4. Subject to the terms and conditions of this Funding Agreement, FBC shall
advance sums as provided herein up to a total of One Million Dollars
($1,000,000). Giving credit for the $260,000 advanced prior to this Funding
Agreement, the balance available for draw down hereunder by TEXXON is $740,000.
5. Subject to the terms and conditions of this Funding Agreement, TEXXON shall
issue its Convertible Preferred Stock to FBC. FBC acknowledges that TEXXON is
independently conducting a private placement of its Convertible Preferred Stock,
acknowledges receipt of the Private Placement Offering Memorandum and related
offering documents, and agrees that the Convertible Preferred Stock to be issued
shall be as described in the Offering Memorandum.
6. To obtain funds under this Funding Agreement, TEXXON shall provide FBC with a
Requisition of Funds, in the form attached hereto as Exhibit 1. The sum
requisitioned in any such Requisition of Funds shall not be more than Fifty
Thousand Dollars in any seven (7) day period. The seven (7) day period shall be
a rolling seven (7) days, calculated from the date on which the immediately
prior Requisition of Funds was received by FBC. In addition to such "$50,000 in
7 days" limitation, the sums requisitioned in any calendar month shall not
exceed Two Hundred Thousand Dollars ($200,000).

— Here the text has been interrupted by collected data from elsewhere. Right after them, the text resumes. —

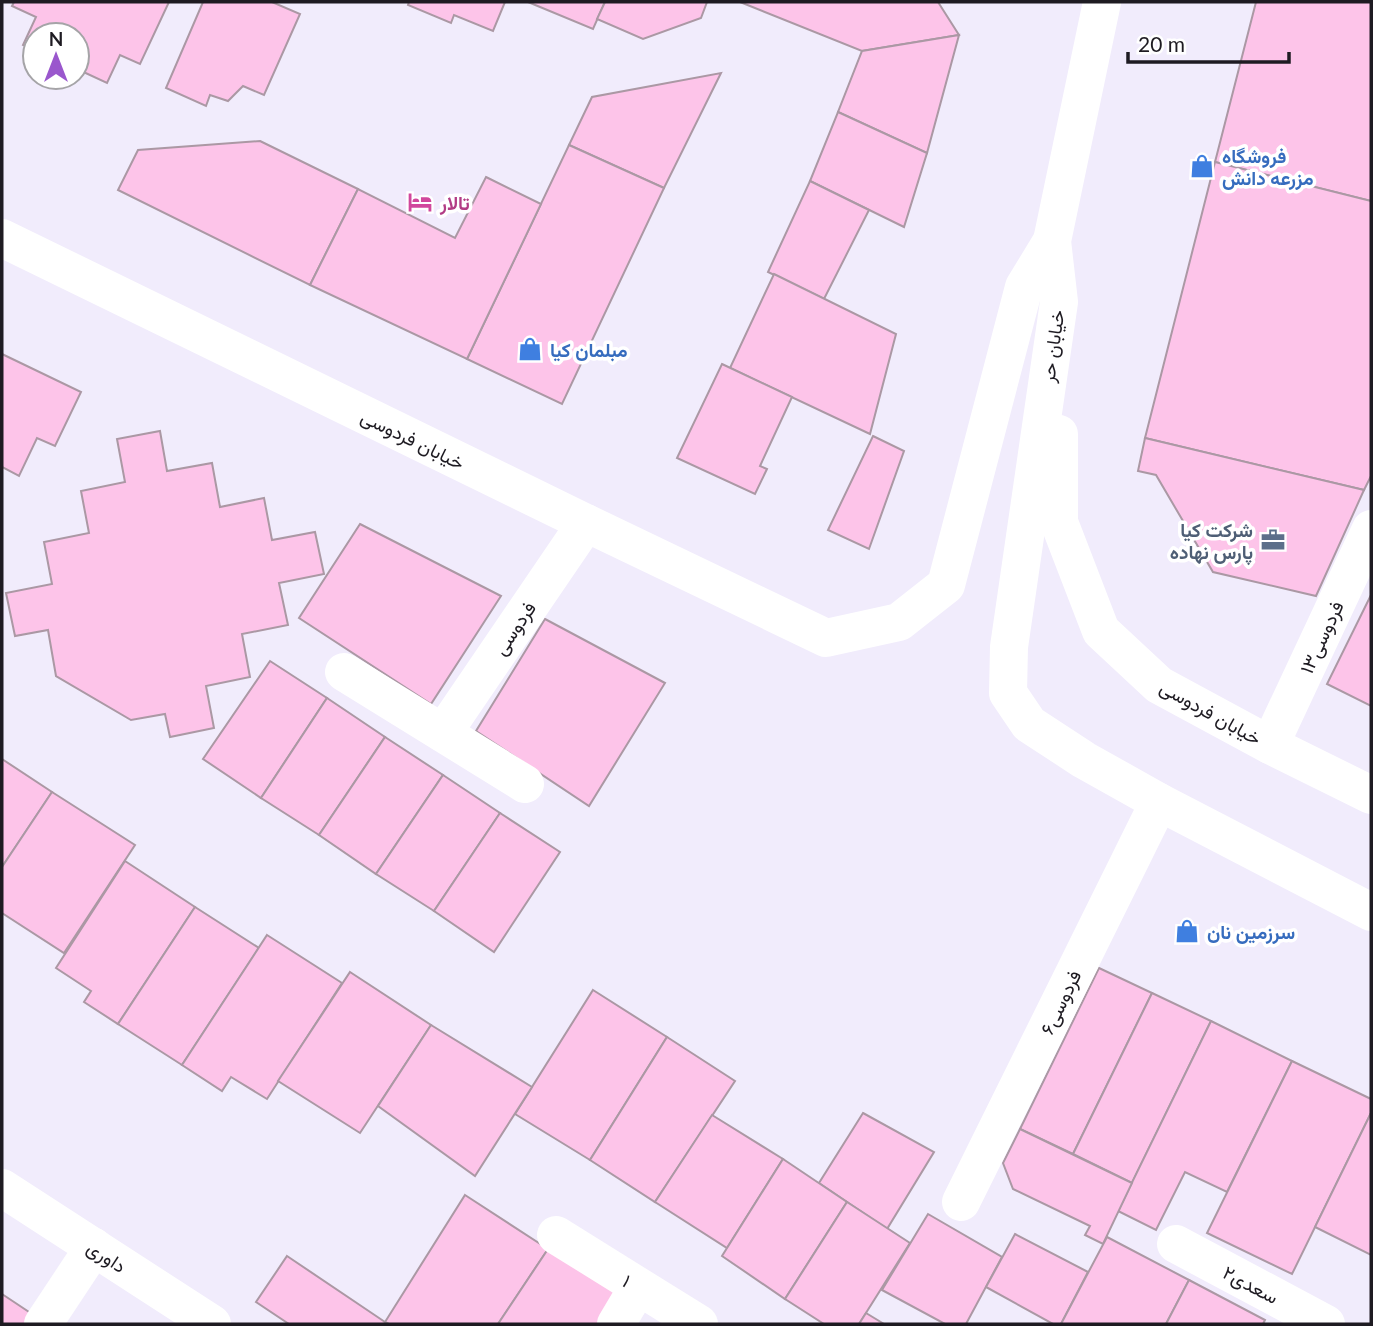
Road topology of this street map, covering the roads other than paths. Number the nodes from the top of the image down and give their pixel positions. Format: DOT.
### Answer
graph roads {
  1 [pos="1102,2"];
  2 [pos="2,238"];
  3 [pos="1052,241"];
  4 [pos="1059,302"];
  5 [pos="586,523"];
  6 [pos="1371,529"];
  7 [pos="344,672"];
  8 [pos="443,733"];
  9 [pos="1270,745"];
  10 [pos="525,784"];
  11 [pos="1371,795"];
  12 [pos="1159,802"];
  13 [pos="1371,912"];
  14 [pos="2,1188"];
  15 [pos="961,1202"];
  16 [pos="556,1235"];
  17 [pos="1176,1244"];
  18 [pos="94,1247"];
  19 [pos="638,1287"];
  20 [pos="43,1324"];
  21 [pos="212,1324"];
  22 [pos="616,1324"];
  23 [pos="699,1324"];
  24 [pos="1326,1324"];
  1 -- 3 [label="street, خیابان حر"];
  2 -- 5 [label="street, خیابان فردوسی"];
  3 -- 4 [label="street, خیابان حر"];
  3 -- 5 [label="street, خیابان فردوسی"];
  4 -- 9 [label="street, خیابان فردوسی"];
  4 -- 12 [label="street, خیابان حر"];
  5 -- 8 [label="street, فردوسی"];
  6 -- 9 [label="street, فردوسی۱۳"];
  7 -- 8 [label="street"];
  8 -- 10 [label="street"];
  9 -- 11 [label="street, خیابان فردوسی"];
  12 -- 13 [label="street"];
  12 -- 15 [label="street, فردوسی۶"];
  14 -- 18 [label="street, داوری"];
  16 -- 19 [label="street, ۱"];
  17 -- 24 [label="street, سعدی۲"];
  18 -- 20 [label="street"];
  18 -- 21 [label="street, داوری"];
  19 -- 22 [label="street"];
  19 -- 23 [label="street, ۱"];
}
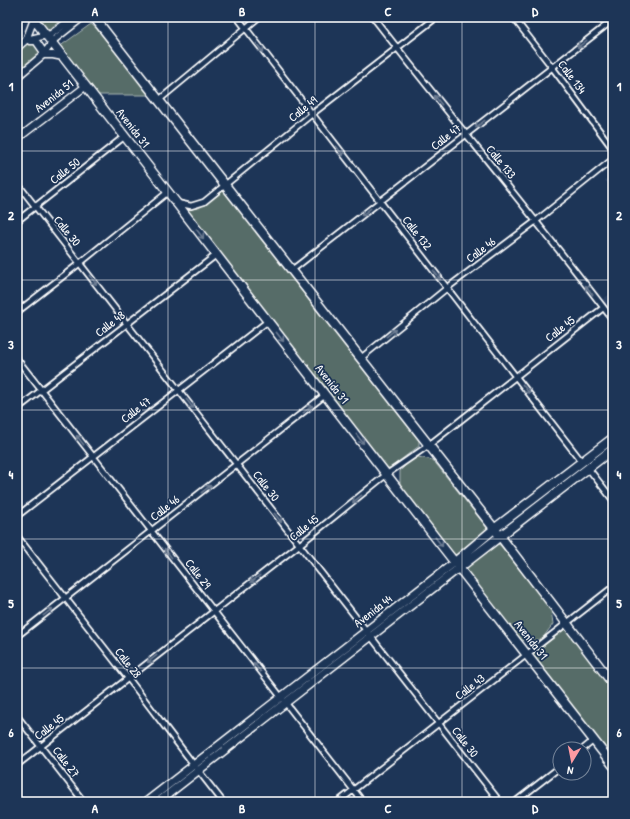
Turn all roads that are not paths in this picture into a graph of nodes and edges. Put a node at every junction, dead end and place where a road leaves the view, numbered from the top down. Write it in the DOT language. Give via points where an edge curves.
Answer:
graph roads {
  1 [pos="74,17"];
  2 [pos="83,17"];
  3 [pos="94,17"];
  4 [pos="237,17"];
  5 [pos="259,17"];
  6 [pos="373,17"];
  7 [pos="437,17"];
  8 [pos="513,17"];
  9 [pos="33,18"];
  10 [pos="613,20"];
  11 [pos="245,28"];
  12 [pos="46,36"];
  13 [pos="26,40"];
  14 [pos="52,43"];
  15 [pos="17,48"];
  16 [pos="397,48"];
  17 [pos="43,55"];
  18 [pos="63,57"];
  19 [pos="552,68"];
  20 [pos="17,77"];
  21 [pos="86,86"];
  22 [pos="159,100"];
  23 [pos="312,114"];
  24 [pos="466,135"];
  25 [pos="125,136"];
  26 [pos="17,139"];
  27 [pos="613,149"];
  28 [pos="613,159"];
  29 [pos="17,183"];
  30 [pos="225,185"];
  31 [pos="168,192"];
  32 [pos="380,202"];
  33 [pos="177,203"];
  34 [pos="35,207"];
  35 [pos="17,221"];
  36 [pos="536,221"];
  37 [pos="216,255"];
  38 [pos="80,263"];
  39 [pos="292,270"];
  40 [pos="447,288"];
  41 [pos="604,308"];
  42 [pos="17,312"];
  43 [pos="613,320"];
  44 [pos="268,321"];
  45 [pos="128,324"];
  46 [pos="361,358"];
  47 [pos="17,359"];
  48 [pos="516,376"];
  49 [pos="42,390"];
  50 [pos="179,390"];
  51 [pos="326,395"];
  52 [pos="17,409"];
  53 [pos="613,438"];
  54 [pos="429,444"];
  55 [pos="613,449"];
  56 [pos="93,457"];
  57 [pos="237,465"];
  58 [pos="585,465"];
  59 [pos="387,474"];
  60 [pos="613,500"];
  61 [pos="17,516"];
  62 [pos="494,529"];
  63 [pos="151,532"];
  64 [pos="17,536"];
  65 [pos="500,536"];
  66 [pos="299,545"];
  67 [pos="457,565"];
  68 [pos="613,587"];
  69 [pos="66,598"];
  70 [pos="214,611"];
  71 [pos="566,623"];
  72 [pos="369,634"];
  73 [pos="17,636"];
  74 [pos="527,655"];
  75 [pos="128,678"];
  76 [pos="613,684"];
  77 [pos="283,700"];
  78 [pos="17,716"];
  79 [pos="439,724"];
  80 [pos="594,740"];
  81 [pos="41,746"];
  82 [pos="17,765"];
  83 [pos="613,765"];
  84 [pos="196,768"];
  85 [pos="552,773"];
  86 [pos="354,790"];
  87 [pos="84,802"];
  88 [pos="146,802"];
  89 [pos="158,802"];
  90 [pos="223,802"];
  91 [pos="338,802"];
  92 [pos="363,802"];
  93 [pos="500,802"];
  94 [pos="515,802"];
  1 -- 12 [label="street"];
  2 -- 14 [label="street"];
  3 -- 22 [label="highway"];
  4 -- 11 [label="street, Calle 132"];
  5 -- 11 [label="street"];
  6 -- 16 [label="street, Calle 133"];
  7 -- 16 [label="street, Calle 49"];
  8 -- 19 [label="street, Calle 134"];
  9 -- 12 [label="highway, Avenida 31"];
  9 -- 13 [label="street"];
  10 -- 19 [label="street, Calle 47, one-way"];
  11 -- 22 [label="street"];
  11 -- 23 [label="street, Calle 132, one-way"];
  12 -- 13 [label="street"];
  12 -- 14 [label="highway, Avenida 31"];
  13 -- 15 [label="street"];
  13 -- 17 [label="street" via="36,41"];
  14 -- 17 [label="street"];
  14 -- 18 [label="highway, Avenida 31"];
  16 -- 23 [label="street, Calle 49"];
  24 -- 16 [label="street, Calle 133, one-way"];
  17 -- 18 [label="street"];
  17 -- 20 [label="street"];
  18 -- 21 [label="highway, Avenida 31"];
  19 -- 24 [label="street, Calle 47, one-way"];
  19 -- 27 [label="street, Calle 134"];
  21 -- 25 [label="highway, Avenida 31"];
  21 -- 26 [label="street, Avenida 51"];
  22 -- 30 [label="highway"];
  23 -- 30 [label="street, Calle 49"];
  23 -- 32 [label="street, Calle 132, one-way"];
  24 -- 32 [label="street, Calle 47"];
  24 -- 36 [label="street, Calle 133"];
  25 -- 31 [label="highway, Avenida 31"];
  25 -- 34 [label="street, Calle 50"];
  28 -- 36 [label="street, Calle 46"];
  29 -- 34 [label="street, Calle 30"];
  30 -- 33 [label="street, Calle 49" via="204,202 191,206"];
  30 -- 39 [label="highway"];
  31 -- 33 [label="highway, Avenida 31"];
  31 -- 38 [label="street"];
  32 -- 39 [label="street, Calle 47, one-way"];
  32 -- 40 [label="street, Calle 132, one-way"];
  33 -- 37 [label="highway, Avenida 31, one-way"];
  34 -- 35 [label="street, Calle 50"];
  34 -- 38 [label="street, Calle 30"];
  36 -- 40 [label="street, Calle 46"];
  41 -- 36 [label="street, Calle 133, one-way"];
  37 -- 44 [label="highway, Avenida 31"];
  37 -- 45 [label="street, Calle 48"];
  38 -- 42 [label="street"];
  38 -- 45 [label="street, Calle 30, one-way"];
  39 -- 46 [label="highway"];
  46 -- 40 [label="street, Calle 46, one-way"];
  40 -- 48 [label="street, Calle 132"];
  41 -- 43 [label="street, Calle 133"];
  41 -- 48 [label="street, Calle 45"];
  44 -- 50 [label="street, Calle 47"];
  44 -- 51 [label="highway, Avenida 31, one-way"];
  45 -- 49 [label="street, Calle 48"];
  45 -- 50 [label="street, Calle 30"];
  46 -- 54 [label="highway"];
  47 -- 49 [label="street, Calle 29"];
  48 -- 54 [label="street, Calle 45"];
  48 -- 58 [label="street, Calle 132, one-way"];
  49 -- 52 [label="street, Calle 48"];
  56 -- 49 [label="street, Calle 29, one-way"];
  50 -- 56 [label="street, Calle 47"];
  50 -- 57 [label="street, Calle 30, one-way"];
  57 -- 51 [label="street, Calle 46, one-way"];
  51 -- 59 [label="highway, Avenida 31, one-way"];
  53 -- 58 [label="highway, Avenida 44"];
  54 -- 59 [label="street, Calle 45"];
  54 -- 62 [label="highway"];
  55 -- 58 [label="highway, Avenida 44"];
  56 -- 61 [label="street, Calle 47"];
  56 -- 63 [label="street, Calle 29"];
  63 -- 57 [label="street, Calle 46, one-way"];
  57 -- 66 [label="street, Calle 30, one-way"];
  58 -- 60 [label="street, Calle 132"];
  58 -- 62 [label="highway, Avenida 44"];
  58 -- 65 [label="highway, Avenida 44"];
  59 -- 66 [label="street, Calle 45, one-way"];
  59 -- 67 [label="highway, Avenida 31, one-way"];
  62 -- 65 [label="highway"];
  62 -- 67 [label="highway, Avenida 44"];
  63 -- 69 [label="street, Calle 46"];
  70 -- 63 [label="street, Calle 29, one-way"];
  64 -- 69 [label="street, Calle 28"];
  65 -- 67 [label="highway, Avenida 44"];
  65 -- 71 [label="highway"];
  66 -- 70 [label="street, Calle 45, one-way"];
  66 -- 72 [label="street, Calle 30"];
  67 -- 72 [label="main road, Avenida 44"];
  67 -- 74 [label="highway, Avenida 31"];
  68 -- 71 [label="street, Calle 43"];
  73 -- 69 [label="street, Calle 46, one-way"];
  69 -- 75 [label="street, Calle 28"];
  70 -- 75 [label="street, Calle 45, one-way"];
  77 -- 70 [label="street, Calle 29, one-way"];
  71 -- 74 [label="street, Calle 43"];
  71 -- 76 [label="highway"];
  72 -- 77 [label="main road, Avenida 44"];
  72 -- 79 [label="street, Calle 30"];
  74 -- 79 [label="street, Calle 43"];
  74 -- 80 [label="highway, Avenida 31"];
  75 -- 81 [label="street, Calle 45"];
  75 -- 84 [label="street, Calle 28"];
  77 -- 84 [label="main road, Avenida 44"];
  77 -- 86 [label="street, Calle 29"];
  78 -- 81 [label="street, Calle 27"];
  79 -- 86 [label="street, Calle 43"];
  79 -- 93 [label="street, Calle 30"];
  80 -- 83 [label="highway, Avenida 31"];
  81 -- 82 [label="street, Calle 45"];
  81 -- 87 [label="street, Calle 27"];
  84 -- 88 [label="main road, Avenida 44"];
  84 -- 89 [label="main road, Avenida 44"];
  84 -- 90 [label="street, Calle 28"];
  85 -- 94 [label="street"];
  86 -- 91 [label="street, Calle 43"];
  86 -- 92 [label="street, Calle 29"];
}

7. Upon receipt of a Requisition of Funds, FBC shall fund the Requisition within
five (5) business days. A business day is any day except Saturday, Sunday, any
day which shall be a federal or State of Texas legal holiday and any day on
which the banking institutions in the State of Texas are authorized or required
by law or other governmental action to close. Any day not a business day shall
not be counted in determining the five (5) days, regardless if it is not the
last day.
8. Within three (3) business days after receipt of the Requisition, TEXXON shall
issue to FBC and/or its associates from whom the funds were received that number
of shares of Convertible Preferred Stock purchasable under the terms of the
Private Placement Offering Memorandum for the amount invested. Each associate,
at the time of his/her/its first investment, shall provide TEXXON with issuance
instructions and such other documents as TEXXON shall reasonably require for the
issuance.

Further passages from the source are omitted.